● Required work
Only lines with the word "roads" belong in the answer; copy them from the records below.

● Data excerpts
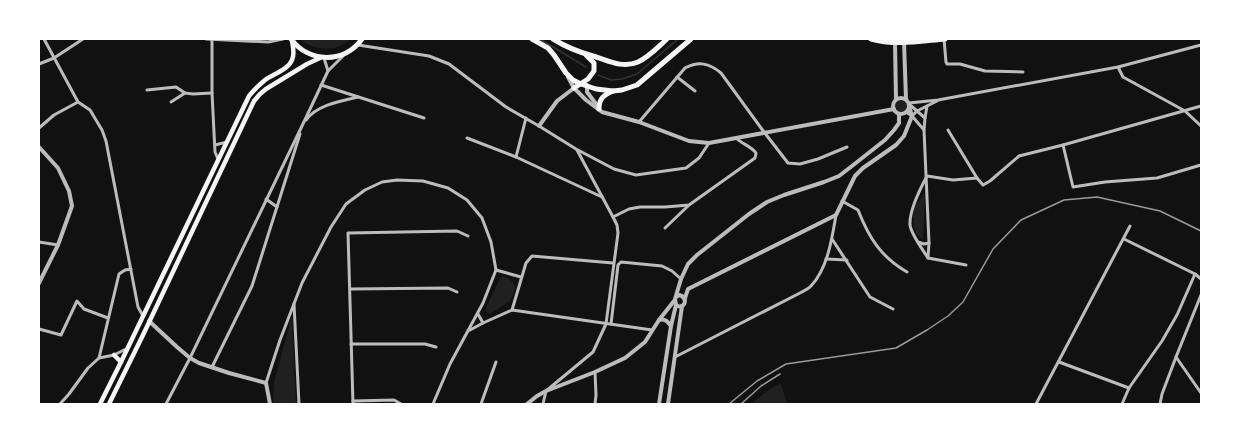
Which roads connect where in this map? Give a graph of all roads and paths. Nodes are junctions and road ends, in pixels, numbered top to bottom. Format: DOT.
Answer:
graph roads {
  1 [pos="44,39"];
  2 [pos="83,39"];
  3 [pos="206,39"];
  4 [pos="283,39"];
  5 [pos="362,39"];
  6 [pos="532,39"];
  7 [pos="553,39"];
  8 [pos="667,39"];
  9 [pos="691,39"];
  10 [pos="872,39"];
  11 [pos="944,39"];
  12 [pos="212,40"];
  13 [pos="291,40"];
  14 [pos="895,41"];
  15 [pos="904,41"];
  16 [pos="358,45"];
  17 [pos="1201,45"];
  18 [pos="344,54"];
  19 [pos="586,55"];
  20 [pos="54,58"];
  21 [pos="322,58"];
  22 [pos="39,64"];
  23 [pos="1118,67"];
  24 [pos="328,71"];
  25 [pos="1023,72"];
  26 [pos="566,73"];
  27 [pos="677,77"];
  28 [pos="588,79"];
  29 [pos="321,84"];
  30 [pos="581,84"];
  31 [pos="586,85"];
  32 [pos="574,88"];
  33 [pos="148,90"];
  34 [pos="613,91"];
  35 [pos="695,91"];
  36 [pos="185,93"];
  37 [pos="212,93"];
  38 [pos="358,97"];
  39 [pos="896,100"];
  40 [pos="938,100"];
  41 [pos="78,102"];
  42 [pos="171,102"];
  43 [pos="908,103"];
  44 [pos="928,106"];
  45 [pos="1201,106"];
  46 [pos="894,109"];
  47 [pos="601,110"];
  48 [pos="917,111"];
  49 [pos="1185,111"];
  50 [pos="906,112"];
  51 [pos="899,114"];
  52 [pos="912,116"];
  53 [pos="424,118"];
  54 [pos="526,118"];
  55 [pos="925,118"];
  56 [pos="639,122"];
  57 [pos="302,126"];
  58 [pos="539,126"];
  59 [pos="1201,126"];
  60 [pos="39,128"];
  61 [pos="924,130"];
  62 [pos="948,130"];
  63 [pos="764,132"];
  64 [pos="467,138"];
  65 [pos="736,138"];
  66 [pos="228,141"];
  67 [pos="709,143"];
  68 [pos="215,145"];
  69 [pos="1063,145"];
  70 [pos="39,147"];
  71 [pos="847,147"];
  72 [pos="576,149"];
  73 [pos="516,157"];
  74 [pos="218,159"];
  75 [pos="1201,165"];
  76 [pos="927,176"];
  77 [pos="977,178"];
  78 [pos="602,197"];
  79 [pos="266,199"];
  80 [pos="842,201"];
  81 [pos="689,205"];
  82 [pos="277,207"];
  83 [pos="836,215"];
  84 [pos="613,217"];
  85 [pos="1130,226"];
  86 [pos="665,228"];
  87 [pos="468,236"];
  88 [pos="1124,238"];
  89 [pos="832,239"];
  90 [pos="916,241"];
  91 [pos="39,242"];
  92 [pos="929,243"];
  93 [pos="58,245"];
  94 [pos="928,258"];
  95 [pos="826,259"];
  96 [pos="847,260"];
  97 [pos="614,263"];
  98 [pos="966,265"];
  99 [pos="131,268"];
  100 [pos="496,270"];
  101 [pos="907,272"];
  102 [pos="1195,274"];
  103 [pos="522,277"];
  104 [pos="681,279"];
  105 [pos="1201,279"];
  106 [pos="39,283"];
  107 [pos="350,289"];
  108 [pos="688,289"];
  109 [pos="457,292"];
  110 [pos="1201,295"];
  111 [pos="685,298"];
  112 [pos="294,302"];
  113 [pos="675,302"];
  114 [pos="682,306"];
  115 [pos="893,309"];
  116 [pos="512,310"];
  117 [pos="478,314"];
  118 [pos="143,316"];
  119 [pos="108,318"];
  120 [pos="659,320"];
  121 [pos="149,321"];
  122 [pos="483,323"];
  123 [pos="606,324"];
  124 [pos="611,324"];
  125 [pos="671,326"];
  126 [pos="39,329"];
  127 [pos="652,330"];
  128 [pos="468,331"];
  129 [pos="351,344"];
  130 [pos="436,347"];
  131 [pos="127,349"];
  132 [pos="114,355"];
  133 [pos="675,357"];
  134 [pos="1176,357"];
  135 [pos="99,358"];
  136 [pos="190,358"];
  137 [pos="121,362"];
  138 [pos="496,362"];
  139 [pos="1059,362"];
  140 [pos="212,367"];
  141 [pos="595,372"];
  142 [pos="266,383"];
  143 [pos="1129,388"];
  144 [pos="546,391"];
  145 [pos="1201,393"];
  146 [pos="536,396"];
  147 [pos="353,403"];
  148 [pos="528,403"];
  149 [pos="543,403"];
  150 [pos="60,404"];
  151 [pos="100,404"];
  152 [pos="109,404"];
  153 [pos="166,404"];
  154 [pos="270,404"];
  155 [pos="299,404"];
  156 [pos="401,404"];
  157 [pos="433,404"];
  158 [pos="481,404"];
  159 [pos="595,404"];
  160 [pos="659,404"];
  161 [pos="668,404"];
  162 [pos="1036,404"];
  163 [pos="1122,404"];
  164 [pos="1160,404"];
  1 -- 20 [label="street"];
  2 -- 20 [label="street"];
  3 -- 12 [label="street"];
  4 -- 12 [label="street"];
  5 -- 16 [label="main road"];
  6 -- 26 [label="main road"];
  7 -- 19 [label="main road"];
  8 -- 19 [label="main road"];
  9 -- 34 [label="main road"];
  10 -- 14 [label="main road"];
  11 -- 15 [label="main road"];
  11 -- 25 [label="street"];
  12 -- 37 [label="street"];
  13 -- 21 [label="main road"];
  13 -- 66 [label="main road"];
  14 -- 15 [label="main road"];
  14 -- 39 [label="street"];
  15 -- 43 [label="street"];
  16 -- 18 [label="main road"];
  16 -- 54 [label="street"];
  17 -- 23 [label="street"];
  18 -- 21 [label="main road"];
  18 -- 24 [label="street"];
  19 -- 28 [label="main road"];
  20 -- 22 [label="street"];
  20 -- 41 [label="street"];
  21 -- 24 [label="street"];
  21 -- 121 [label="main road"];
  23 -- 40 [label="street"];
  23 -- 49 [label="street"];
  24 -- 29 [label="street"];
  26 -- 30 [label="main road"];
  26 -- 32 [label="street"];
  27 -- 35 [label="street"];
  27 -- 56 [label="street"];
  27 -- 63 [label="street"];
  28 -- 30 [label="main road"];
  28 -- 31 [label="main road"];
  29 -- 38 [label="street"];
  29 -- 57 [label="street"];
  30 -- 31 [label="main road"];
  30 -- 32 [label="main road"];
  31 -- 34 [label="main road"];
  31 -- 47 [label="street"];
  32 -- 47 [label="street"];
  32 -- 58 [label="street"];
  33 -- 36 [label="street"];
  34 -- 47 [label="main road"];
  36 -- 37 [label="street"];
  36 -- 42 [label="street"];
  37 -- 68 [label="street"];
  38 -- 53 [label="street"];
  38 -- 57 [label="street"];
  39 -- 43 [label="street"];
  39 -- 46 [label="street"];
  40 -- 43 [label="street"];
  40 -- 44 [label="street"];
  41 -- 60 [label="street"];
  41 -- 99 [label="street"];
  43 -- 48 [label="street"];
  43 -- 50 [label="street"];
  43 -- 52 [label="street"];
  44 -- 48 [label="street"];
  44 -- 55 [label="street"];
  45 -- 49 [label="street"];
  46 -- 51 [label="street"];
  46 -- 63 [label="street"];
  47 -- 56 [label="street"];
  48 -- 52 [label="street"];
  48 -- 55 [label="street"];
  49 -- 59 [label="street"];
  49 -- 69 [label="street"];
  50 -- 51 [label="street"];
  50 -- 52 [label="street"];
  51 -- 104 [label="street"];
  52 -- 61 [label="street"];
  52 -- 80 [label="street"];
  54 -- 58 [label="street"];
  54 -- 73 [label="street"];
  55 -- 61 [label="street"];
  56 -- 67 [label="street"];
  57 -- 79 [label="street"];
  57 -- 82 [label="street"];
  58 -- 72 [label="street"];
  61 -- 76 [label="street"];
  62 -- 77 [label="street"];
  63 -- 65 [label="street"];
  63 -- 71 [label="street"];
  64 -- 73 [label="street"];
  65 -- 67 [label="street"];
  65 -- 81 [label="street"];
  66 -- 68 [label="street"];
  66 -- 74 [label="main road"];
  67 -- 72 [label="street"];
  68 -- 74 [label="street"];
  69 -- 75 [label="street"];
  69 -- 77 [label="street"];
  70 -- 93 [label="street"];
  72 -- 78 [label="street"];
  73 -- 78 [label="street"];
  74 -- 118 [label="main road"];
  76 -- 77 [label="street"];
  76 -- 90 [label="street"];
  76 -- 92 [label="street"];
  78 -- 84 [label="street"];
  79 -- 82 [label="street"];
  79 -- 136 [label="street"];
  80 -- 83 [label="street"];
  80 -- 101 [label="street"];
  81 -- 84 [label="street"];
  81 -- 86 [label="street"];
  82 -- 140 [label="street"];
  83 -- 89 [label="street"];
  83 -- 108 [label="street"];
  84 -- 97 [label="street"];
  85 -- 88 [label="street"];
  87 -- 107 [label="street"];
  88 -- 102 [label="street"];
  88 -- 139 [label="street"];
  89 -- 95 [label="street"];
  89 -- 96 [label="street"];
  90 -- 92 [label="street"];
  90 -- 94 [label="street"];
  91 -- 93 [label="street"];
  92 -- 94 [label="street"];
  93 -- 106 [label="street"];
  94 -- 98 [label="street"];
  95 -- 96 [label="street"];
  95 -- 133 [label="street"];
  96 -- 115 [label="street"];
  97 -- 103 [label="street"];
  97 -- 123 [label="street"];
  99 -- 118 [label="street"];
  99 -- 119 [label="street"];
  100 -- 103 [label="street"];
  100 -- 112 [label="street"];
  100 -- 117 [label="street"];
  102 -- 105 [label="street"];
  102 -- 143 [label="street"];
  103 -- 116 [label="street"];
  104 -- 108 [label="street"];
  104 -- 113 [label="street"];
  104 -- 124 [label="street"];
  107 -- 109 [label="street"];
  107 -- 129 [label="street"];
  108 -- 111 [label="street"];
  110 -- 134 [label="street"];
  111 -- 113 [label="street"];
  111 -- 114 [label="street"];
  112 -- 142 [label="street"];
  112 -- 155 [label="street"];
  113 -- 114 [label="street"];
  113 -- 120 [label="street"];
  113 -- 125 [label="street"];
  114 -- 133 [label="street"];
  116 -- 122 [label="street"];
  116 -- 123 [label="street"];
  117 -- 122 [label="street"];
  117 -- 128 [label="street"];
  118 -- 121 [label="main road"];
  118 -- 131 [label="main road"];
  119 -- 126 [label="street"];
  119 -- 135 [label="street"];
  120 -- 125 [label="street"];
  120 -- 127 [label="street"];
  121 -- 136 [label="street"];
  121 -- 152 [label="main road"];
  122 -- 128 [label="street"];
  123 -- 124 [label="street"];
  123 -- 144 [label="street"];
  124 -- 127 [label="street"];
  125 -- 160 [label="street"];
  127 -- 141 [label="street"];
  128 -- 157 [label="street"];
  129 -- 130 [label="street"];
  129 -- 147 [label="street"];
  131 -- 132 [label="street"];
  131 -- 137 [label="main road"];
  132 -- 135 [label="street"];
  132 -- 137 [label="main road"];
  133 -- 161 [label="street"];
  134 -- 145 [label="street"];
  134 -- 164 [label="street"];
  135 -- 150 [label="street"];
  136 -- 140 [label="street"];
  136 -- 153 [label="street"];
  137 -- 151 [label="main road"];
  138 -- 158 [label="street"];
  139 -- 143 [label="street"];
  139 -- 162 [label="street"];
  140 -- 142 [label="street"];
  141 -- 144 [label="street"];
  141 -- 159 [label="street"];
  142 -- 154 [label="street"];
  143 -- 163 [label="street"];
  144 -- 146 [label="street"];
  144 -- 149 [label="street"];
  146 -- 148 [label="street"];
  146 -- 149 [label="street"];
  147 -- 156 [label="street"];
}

● Exercise result
Which roads connect where in this map? Give a graph of all roads and paths. Nodes are junctions and road ends, in pixels, numbered top to bottom. Format: DOT.
graph roads {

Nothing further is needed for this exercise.